I think that was yoga teaching me the art of mindfulness. The power of now. That “moment after the moment” when you suddenly realise you were just thinking about NOTHING and your mind was still for a few weird seconds.

It made me aware of how all the different parts of my body could work together. It made my heart feel happy and free. It made my lungs feel open and it made me feel crazily joyful.


And then there were times that I went into a studio like an excited little bee, waiting for that joy. C’mon, joy, hit me up! And I waited and waited, and finished the class cross and frustrated. I’d gone in for joy, goddamn it! Give me my joy! Why was that class so hard and boring?! Real yogis don’t have crap classes!!

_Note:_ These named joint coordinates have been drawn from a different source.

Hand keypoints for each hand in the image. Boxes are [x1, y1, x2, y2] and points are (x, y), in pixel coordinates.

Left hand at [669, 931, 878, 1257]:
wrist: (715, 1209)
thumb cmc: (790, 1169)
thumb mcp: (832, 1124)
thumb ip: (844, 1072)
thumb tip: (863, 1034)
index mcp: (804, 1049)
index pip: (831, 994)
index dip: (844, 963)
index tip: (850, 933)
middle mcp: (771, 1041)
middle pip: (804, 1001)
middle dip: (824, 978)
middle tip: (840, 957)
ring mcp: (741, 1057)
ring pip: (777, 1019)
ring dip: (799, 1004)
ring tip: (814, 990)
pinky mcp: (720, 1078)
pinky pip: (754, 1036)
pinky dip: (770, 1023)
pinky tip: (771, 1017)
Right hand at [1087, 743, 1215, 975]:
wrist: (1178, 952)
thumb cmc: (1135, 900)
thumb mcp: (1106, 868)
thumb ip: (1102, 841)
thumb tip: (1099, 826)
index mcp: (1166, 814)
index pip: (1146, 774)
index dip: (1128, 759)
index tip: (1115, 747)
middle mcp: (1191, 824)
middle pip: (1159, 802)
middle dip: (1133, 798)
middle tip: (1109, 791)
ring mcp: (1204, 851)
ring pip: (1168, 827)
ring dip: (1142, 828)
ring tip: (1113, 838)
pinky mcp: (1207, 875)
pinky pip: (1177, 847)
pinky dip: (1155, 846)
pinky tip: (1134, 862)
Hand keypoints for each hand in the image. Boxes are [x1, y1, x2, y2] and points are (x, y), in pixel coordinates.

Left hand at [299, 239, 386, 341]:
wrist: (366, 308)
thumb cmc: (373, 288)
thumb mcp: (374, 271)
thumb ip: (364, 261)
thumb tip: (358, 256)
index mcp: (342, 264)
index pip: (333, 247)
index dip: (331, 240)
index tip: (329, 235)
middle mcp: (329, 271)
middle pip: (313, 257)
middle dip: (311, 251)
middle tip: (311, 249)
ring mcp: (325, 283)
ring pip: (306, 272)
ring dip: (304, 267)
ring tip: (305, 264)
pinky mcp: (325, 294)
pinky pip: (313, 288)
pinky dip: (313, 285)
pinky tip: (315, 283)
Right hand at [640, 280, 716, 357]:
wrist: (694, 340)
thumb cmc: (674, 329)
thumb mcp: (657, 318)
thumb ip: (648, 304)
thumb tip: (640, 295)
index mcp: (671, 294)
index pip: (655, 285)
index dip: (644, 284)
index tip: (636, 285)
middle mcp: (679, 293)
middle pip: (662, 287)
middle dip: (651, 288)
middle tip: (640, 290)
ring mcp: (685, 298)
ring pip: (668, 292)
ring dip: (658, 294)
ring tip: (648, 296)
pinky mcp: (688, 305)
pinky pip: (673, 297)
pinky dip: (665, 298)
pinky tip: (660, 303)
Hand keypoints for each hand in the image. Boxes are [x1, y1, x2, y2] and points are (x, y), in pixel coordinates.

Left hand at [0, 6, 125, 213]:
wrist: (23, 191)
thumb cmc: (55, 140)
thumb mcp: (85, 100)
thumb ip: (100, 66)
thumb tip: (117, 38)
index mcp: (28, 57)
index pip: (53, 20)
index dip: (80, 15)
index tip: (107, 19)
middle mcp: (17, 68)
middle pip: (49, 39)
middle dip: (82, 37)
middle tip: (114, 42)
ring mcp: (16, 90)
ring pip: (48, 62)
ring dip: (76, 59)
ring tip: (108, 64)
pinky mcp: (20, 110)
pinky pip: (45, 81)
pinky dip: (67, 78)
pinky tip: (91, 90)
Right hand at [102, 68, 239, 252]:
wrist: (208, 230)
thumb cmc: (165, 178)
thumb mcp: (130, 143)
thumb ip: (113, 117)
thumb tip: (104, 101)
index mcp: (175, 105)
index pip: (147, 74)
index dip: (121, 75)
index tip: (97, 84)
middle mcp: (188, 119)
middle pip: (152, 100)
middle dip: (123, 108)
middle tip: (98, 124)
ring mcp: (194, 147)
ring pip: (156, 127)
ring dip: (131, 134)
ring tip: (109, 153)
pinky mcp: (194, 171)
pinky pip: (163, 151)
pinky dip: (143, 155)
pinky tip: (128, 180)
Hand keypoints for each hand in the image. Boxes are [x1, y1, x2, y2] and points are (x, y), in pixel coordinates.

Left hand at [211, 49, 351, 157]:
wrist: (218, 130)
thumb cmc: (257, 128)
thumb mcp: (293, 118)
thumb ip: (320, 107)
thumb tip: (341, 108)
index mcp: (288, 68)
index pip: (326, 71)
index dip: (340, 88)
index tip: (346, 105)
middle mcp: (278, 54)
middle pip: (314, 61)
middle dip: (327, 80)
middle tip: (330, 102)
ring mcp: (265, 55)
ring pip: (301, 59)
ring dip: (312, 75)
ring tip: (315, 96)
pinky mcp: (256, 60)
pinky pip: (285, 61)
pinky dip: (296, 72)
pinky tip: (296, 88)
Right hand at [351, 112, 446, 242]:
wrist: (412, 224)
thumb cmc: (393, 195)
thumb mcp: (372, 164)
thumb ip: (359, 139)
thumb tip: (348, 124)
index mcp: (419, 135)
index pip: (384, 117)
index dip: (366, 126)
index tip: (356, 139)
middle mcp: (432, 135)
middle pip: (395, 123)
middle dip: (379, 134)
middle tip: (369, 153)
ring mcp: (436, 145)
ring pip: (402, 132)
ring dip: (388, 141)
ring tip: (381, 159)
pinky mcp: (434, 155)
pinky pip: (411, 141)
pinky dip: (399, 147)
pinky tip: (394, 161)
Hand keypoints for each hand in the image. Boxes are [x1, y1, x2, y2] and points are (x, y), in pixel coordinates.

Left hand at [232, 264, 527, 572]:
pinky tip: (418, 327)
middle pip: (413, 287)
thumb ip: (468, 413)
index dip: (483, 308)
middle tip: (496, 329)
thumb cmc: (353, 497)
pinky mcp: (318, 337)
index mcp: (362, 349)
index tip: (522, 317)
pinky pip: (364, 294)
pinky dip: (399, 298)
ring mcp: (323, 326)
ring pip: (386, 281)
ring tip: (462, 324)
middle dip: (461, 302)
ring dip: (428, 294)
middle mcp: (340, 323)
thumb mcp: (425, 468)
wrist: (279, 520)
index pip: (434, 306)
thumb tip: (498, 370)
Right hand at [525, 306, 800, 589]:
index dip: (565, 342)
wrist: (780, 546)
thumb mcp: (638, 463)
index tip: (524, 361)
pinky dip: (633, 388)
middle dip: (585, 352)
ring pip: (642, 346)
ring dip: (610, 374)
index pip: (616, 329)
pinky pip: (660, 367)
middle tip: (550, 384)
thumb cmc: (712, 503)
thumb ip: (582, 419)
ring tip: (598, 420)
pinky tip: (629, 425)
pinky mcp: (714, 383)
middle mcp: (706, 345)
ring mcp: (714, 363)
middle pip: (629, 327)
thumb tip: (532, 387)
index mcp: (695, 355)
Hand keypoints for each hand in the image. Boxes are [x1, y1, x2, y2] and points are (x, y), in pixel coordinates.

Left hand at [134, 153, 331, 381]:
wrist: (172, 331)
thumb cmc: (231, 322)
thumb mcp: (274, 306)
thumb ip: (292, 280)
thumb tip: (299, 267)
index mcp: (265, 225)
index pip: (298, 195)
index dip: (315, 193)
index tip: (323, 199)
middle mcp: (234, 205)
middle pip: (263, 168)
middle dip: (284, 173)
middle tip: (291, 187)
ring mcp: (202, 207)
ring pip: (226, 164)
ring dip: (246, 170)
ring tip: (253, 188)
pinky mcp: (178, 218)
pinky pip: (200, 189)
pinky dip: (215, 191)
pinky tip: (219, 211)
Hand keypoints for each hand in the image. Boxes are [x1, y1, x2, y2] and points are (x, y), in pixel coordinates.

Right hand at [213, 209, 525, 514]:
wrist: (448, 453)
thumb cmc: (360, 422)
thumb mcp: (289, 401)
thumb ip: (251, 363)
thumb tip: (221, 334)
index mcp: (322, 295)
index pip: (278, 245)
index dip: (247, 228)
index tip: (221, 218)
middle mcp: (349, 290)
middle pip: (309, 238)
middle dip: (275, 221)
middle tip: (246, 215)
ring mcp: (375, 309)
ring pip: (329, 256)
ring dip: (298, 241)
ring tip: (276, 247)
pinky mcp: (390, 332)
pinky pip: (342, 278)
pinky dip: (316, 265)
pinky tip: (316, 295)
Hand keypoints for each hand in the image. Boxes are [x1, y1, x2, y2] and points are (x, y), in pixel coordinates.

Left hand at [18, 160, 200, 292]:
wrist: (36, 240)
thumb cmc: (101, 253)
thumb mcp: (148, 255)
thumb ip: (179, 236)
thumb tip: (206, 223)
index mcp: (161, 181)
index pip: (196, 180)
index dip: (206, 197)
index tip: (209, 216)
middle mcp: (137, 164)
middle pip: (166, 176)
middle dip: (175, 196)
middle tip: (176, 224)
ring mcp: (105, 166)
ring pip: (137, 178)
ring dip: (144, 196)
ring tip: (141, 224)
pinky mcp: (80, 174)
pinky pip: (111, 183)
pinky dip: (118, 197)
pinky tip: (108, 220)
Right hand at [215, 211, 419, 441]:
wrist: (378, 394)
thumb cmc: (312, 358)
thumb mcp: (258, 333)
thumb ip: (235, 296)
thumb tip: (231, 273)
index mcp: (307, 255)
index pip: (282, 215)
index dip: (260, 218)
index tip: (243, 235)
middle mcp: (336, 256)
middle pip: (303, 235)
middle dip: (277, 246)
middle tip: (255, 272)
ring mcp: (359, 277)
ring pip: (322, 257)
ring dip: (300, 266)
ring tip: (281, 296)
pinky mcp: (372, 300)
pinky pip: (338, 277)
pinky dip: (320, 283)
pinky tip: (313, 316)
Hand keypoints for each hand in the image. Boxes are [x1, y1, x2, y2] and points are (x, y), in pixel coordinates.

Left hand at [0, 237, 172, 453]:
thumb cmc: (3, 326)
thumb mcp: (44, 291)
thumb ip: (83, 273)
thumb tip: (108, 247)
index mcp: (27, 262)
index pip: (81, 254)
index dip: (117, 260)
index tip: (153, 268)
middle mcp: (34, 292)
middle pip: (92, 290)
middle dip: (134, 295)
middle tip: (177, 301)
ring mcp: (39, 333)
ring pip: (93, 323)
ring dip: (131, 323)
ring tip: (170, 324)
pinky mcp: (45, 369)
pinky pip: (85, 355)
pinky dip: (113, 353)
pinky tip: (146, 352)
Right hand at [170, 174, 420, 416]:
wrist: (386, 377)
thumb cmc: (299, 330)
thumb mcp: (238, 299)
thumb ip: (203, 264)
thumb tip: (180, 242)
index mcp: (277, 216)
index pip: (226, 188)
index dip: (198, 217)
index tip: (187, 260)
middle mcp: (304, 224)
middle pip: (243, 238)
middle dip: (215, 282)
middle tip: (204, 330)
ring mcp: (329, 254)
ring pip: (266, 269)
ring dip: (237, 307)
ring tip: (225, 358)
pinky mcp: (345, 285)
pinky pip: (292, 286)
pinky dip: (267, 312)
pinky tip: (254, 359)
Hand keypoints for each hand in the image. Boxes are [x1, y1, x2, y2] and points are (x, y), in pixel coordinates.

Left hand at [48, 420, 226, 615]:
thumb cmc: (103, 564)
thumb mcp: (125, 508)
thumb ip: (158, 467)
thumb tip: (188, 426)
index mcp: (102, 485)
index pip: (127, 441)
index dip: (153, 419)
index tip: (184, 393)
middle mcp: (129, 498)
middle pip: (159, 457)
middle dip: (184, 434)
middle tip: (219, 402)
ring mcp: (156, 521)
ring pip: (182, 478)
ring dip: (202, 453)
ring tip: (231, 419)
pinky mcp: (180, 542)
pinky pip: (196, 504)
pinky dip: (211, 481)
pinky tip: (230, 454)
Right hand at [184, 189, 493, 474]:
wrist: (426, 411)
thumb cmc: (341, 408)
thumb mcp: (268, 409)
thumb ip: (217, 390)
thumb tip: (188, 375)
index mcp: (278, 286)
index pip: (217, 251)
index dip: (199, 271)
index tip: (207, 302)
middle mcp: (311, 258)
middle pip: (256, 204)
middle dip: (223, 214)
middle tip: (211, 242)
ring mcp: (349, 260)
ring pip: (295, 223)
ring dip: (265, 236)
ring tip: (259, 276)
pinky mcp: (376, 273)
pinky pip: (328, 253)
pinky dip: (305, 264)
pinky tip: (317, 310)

But as I’ve been through a few cycles I this now, I’m realising that the boring and difficult classes- the ones you flump through in a huff- those periods can last a while. But they’re the ones worth sticking at. It’s important not to question them angrily, or hold onto them once you’re done. Because feeling like that means you need yoga in your life right now, and you’ve gotta keep practicing to work through that little knot in your brain.

If you’re in one of those funks right now- and I have been recently- then trust the joy will be back. And it’ll taste even sweeter when you’ve missed it for a while.

My best advice for trying yoga, or becoming the sort of person who “does yoga” is to let the practice wash over you. Breathe and move. Don’t think about it too much while you move. Be conscious of your breath but try not to over-think it. That sounds ludicrous- but when you do it for the first time, you’ll know!

When you have the first ever class that makes you give in and be right there- and you finish in a state of giddy joy, you’ll probably catch the yoga bug too.

And if your reason for starting out is as initially misguided as mine? To be honest, signing up for a class makes you qualified as someone who “does yoga”. You really only need lungs and a body. We’ve all got the tools we need to experience a little joy!